The semiconductor device manufacturing equipment according to claim 12, wherein the semiconductor wafer includes a plurality of exposure regions; the information acquiring unit is configured to acquire surface flatness information of each of the exposure regions of the semiconductor wafer.
According to the semiconductor device manufacturing equipment according to claim 14, each of the exposure regions has the preset exposure parameters; the parameter determination unit is configured to: respectively correct each exposure region according to the surface flatness information of each of the exposure regions.

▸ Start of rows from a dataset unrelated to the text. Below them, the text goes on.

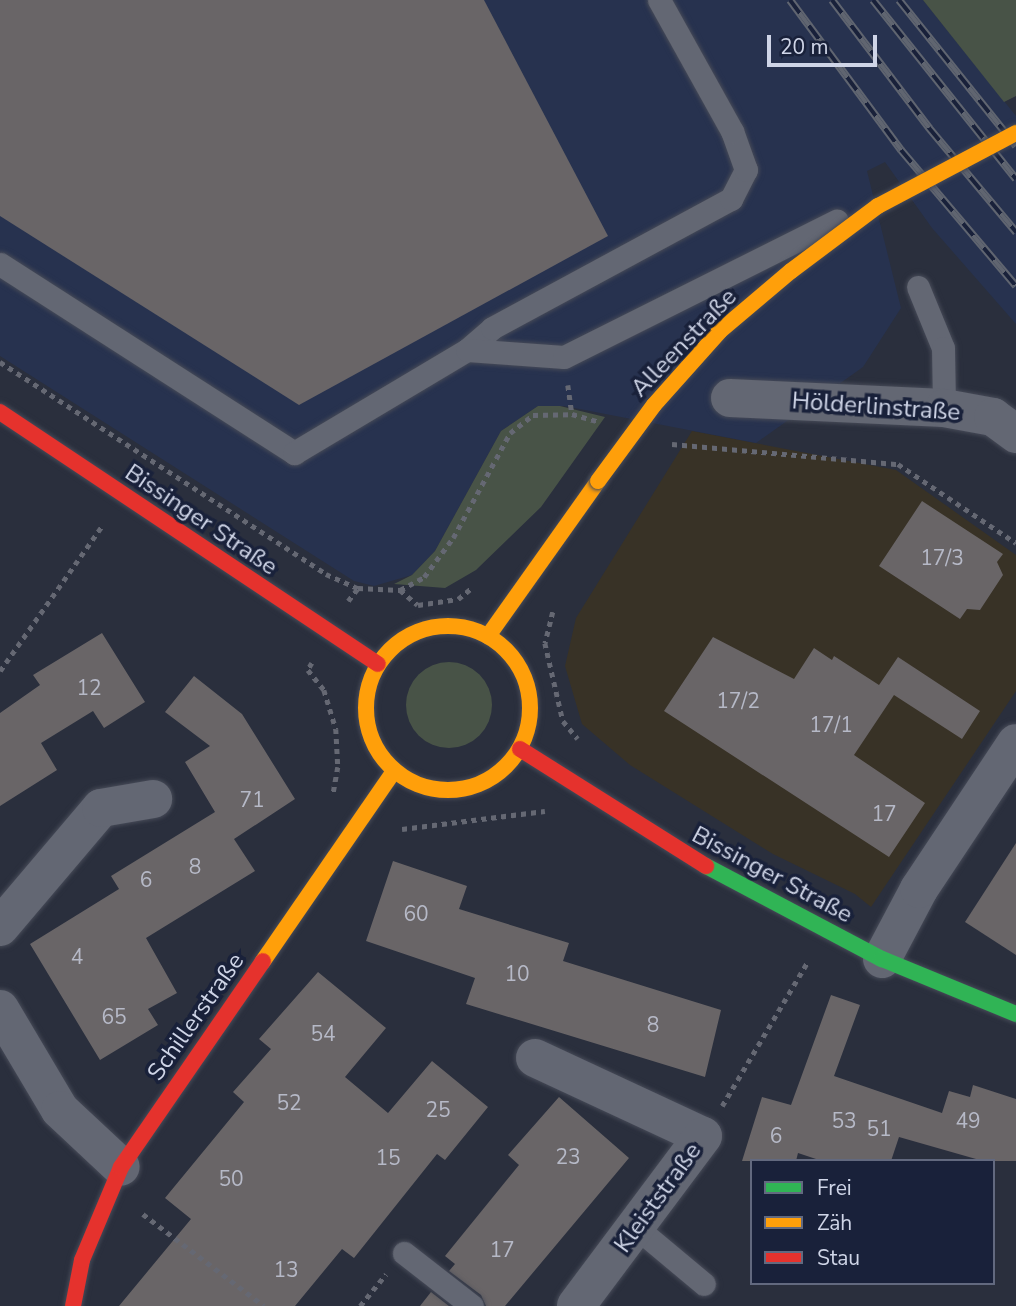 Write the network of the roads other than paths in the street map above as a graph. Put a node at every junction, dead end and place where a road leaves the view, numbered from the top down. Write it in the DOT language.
graph roads {
  1 [pos="659,0"];
  2 [pos="1016,133"];
  3 [pos="838,219"];
  4 [pos="0,264"];
  5 [pos="918,287"];
  6 [pos="467,350"];
  7 [pos="730,398"];
  8 [pos="944,408"];
  9 [pos="0,412"];
  10 [pos="1016,433"];
  11 [pos="488,636"];
  12 [pos="378,664"];
  13 [pos="1016,743"];
  14 [pos="520,749"];
  15 [pos="394,771"];
  16 [pos="153,799"];
  17 [pos="0,927"];
  18 [pos="882,960"];
  19 [pos="0,1009"];
  20 [pos="1016,1013"];
  21 [pos="535,1058"];
  22 [pos="116,1179"];
  23 [pos="637,1228"];
  24 [pos="404,1253"];
  25 [pos="704,1284"];
  26 [pos="74,1306"];
  27 [pos="472,1306"];
  28 [pos="576,1306"];
  1 -- 6 [label="lane"];
  2 -- 11 [label="main road, Alleenstraße, bridge"];
  3 -- 6 [label="lane"];
  4 -- 6 [label="lane"];
  5 -- 8 [label="lane"];
  7 -- 8 [label="street, Hölderlinstraße"];
  8 -- 10 [label="street, Hölderlinstraße"];
  9 -- 12 [label="main road, Bissinger Straße"];
  11 -- 12 [label="main road"];
  11 -- 14 [label="main road"];
  12 -- 15 [label="main road"];
  13 -- 18 [label="street"];
  14 -- 15 [label="main road"];
  14 -- 18 [label="main road, Bissinger Straße"];
  15 -- 22 [label="main road, Schillerstraße"];
  16 -- 17 [label="street"];
  18 -- 20 [label="main road, Bissinger Straße"];
  19 -- 22 [label="street"];
  21 -- 23 [label="street, Kleiststraße"];
  22 -- 26 [label="main road, Schillerstraße"];
  23 -- 25 [label="lane"];
  23 -- 28 [label="street, Kleiststraße"];
  24 -- 27 [label="lane"];
}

Each of the preset exposure parameters of the exposure area.
A semiconductor exposure system, comprising:

A memory, the memory is used to store data or program codes used when the semiconductor exposure system is running;

A processor, the processor is configured to: provide a semiconductor wafer, and acquire the surface flatness of the semiconductor wafer;

Exposing the semiconductor wafer under preset exposure conditions to obtain characteristic patterns;

measuring the characteristic figure to obtain the characteristic size of the characteristic figure;

Judging whether the feature size meets the preset condition, when the feature size meets the preset condition, continue to expose the subsequent semiconductor wafer according to the preset exposure condition; when the feature size does not meet the preset condition When setting the condition, filter out the characteristic figure of the outlier of the characteristic size, and find out the surface flatness corresponding to the area of the characteristic figure, and according to the surface flatness, the outlier of the characteristic size The preset exposure conditions of the characteristic patterns are corrected, and the subsequent semiconductor wafers are exposed according to the modified preset exposure conditions.
The system according to claim 16, wherein the preset exposure conditions include a preset first depth of focus and a preset first exposure energy according to the target critical dimension; the processor is configured to:

Correcting the first depth of focus of the feature pattern whose feature size is outlier according to the surface flatness information is a second depth of focus, and correcting the feature size according to the target critical dimension and the second depth of focus The first exposure energy of the outlier characteristic pattern is the second exposure energy.
The system according to claim 17, the processor configured to:

Exposure is performed on a subsequent semiconductor wafer according to the second depth of focus and the second exposure energy.